Наиболее выражены следующие тенденции:
1. Повторяемость телесных проекций. В определенных местах сюжета при работе с разными группами у участников возникали сходные комплексы телесных ощущений при идентификации с образами и сходные тенденции в «знании» смысла и значения образов. Телесные ощущения в этих случаях весьма интенсивны и «подсказывают» определенные виды движений и поведения «персонажа» и развитие его отношений с другими образами. Этот механизм работает таким образом, как если бы образы сказки напрямую вызывали резонанс определенных повторяющихся психофизиологических структур человеческого организма, а сюжет сказки —то есть цепочка сменяющихся «событий» — представляли собой некоторый «стандартный» для человеческой психики (для человеческого организма в целом, на психофизиологическом уровне), способ взаимодействия этих структур и их регуляции. Причем этот же сюжет, понимаемый на сознательном «рациональном» плане, по аналогии с нормами и правилами социальной жизни, не всегда соответствует схеме организации на глубинном плане.
|
2. Использование текстов волшебных сказок как проективного материала позволяет дальше работать с личными «проблемами» участников, не называя их, оставаясь только в рамках материала сказки.
Чтобы вызвать эмоциональный резонанс, можно прочитать текст сказки и попросить отметить места, которые вызвали сильные чувства, после этого этот эпизод сказки используется как метафора.
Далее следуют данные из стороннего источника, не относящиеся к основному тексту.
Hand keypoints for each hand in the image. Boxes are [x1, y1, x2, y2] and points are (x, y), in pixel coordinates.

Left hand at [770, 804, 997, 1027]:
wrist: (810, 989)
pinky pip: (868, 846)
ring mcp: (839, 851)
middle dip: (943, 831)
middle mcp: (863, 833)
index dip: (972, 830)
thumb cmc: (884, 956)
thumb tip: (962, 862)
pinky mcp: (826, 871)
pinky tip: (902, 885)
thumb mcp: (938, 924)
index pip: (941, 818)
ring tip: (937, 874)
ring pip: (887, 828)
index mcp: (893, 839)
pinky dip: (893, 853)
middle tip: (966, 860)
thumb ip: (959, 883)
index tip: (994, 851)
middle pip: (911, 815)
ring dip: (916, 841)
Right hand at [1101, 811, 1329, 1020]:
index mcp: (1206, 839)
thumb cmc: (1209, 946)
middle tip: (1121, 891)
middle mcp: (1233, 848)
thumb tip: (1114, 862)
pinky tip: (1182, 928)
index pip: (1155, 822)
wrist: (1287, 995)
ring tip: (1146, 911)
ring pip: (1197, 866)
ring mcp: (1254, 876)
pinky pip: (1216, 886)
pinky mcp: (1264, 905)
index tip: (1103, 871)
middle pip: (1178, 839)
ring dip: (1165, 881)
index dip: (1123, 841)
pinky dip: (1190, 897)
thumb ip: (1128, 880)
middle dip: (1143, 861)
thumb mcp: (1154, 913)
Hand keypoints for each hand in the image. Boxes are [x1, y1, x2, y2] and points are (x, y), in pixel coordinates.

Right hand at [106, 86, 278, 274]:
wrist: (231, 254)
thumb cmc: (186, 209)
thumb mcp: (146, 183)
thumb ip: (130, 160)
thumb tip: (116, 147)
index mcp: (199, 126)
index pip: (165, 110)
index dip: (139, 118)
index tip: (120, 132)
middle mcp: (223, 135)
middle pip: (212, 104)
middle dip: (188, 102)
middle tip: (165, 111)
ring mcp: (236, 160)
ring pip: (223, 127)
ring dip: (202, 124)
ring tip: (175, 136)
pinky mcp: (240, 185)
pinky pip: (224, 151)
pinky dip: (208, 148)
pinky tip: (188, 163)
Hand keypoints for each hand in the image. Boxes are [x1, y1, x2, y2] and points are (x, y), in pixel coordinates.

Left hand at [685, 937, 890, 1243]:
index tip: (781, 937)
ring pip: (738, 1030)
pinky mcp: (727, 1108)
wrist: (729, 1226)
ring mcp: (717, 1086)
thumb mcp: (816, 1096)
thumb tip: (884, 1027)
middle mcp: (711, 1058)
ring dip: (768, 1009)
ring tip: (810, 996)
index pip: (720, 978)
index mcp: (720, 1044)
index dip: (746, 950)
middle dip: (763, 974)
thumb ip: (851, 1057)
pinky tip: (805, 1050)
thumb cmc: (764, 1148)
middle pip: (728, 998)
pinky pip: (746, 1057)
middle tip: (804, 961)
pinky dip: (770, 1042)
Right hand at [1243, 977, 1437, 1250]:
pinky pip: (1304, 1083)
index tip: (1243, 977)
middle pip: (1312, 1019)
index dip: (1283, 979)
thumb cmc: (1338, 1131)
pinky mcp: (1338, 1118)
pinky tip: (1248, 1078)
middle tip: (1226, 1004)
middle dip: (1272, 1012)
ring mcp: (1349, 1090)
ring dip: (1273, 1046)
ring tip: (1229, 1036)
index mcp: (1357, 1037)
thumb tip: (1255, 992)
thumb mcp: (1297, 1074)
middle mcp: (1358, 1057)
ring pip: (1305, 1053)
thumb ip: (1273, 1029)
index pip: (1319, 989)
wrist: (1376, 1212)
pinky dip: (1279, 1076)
Такая работа со «стандартной» метафорой отличается от спонтанно возникающей метафоры тем, что развитие сюжета заранее предопределено:
ведь сказка хорошо известна. Работа может быть сосредоточена на том напряжении или негативных эмоциях, которое мешает принять данный сюжет целиком, вызывая сильное сопротивление. Завершением работы в эксперименте считалось такое состояние, когда человек мог последовательно вчувствоваться во все трансформации сюжета, не испытывая фрустрации, то есть вступить в контакт со своими эмоциями в том числе на тех «участках» сюжета, которые раньше вызывали напряжение и чувство отторжения, протеста. Такая директивная проработка на «глубинном» уровне образов, вызывавших негативные эмоции, приводила к реорганизации системы контактов с миром и влияла на течение психосоматических заболеваний. Работа проходила только на плане образов, и «инсайты» не связывались с социальным личностным опытом.
|
3. Наиболее специфичным оказался опыт работы с замешательством и сопровождающим его иррациональным переживанием ужаса и беспомощности. Значительная часть «отталкивающих» или раздражающих эпизодов сказок, а также тех, которые первоначально кажутся «плохими» по моральным соображениям, в глубине содержат опыт замешательства, то есть, на бытовом языке, чувство растерянности, когда человек мог бы сказать: «я не знаю, что делать и что чувствовать...» или «мало ли что может случиться...» Это соответствует травматическим элементам раннего детского опыта или серьезным переживаниям психических травм у взрослых людей. Проработка такого опыта в символической форме соответствует, по-видимому, формированию навыка адаптивного эмоционального поведения. Наиболее последовательно это проявляется в «жестоких» сюжетах, в которых есть тема проглатывания, разрубания на части и так далее.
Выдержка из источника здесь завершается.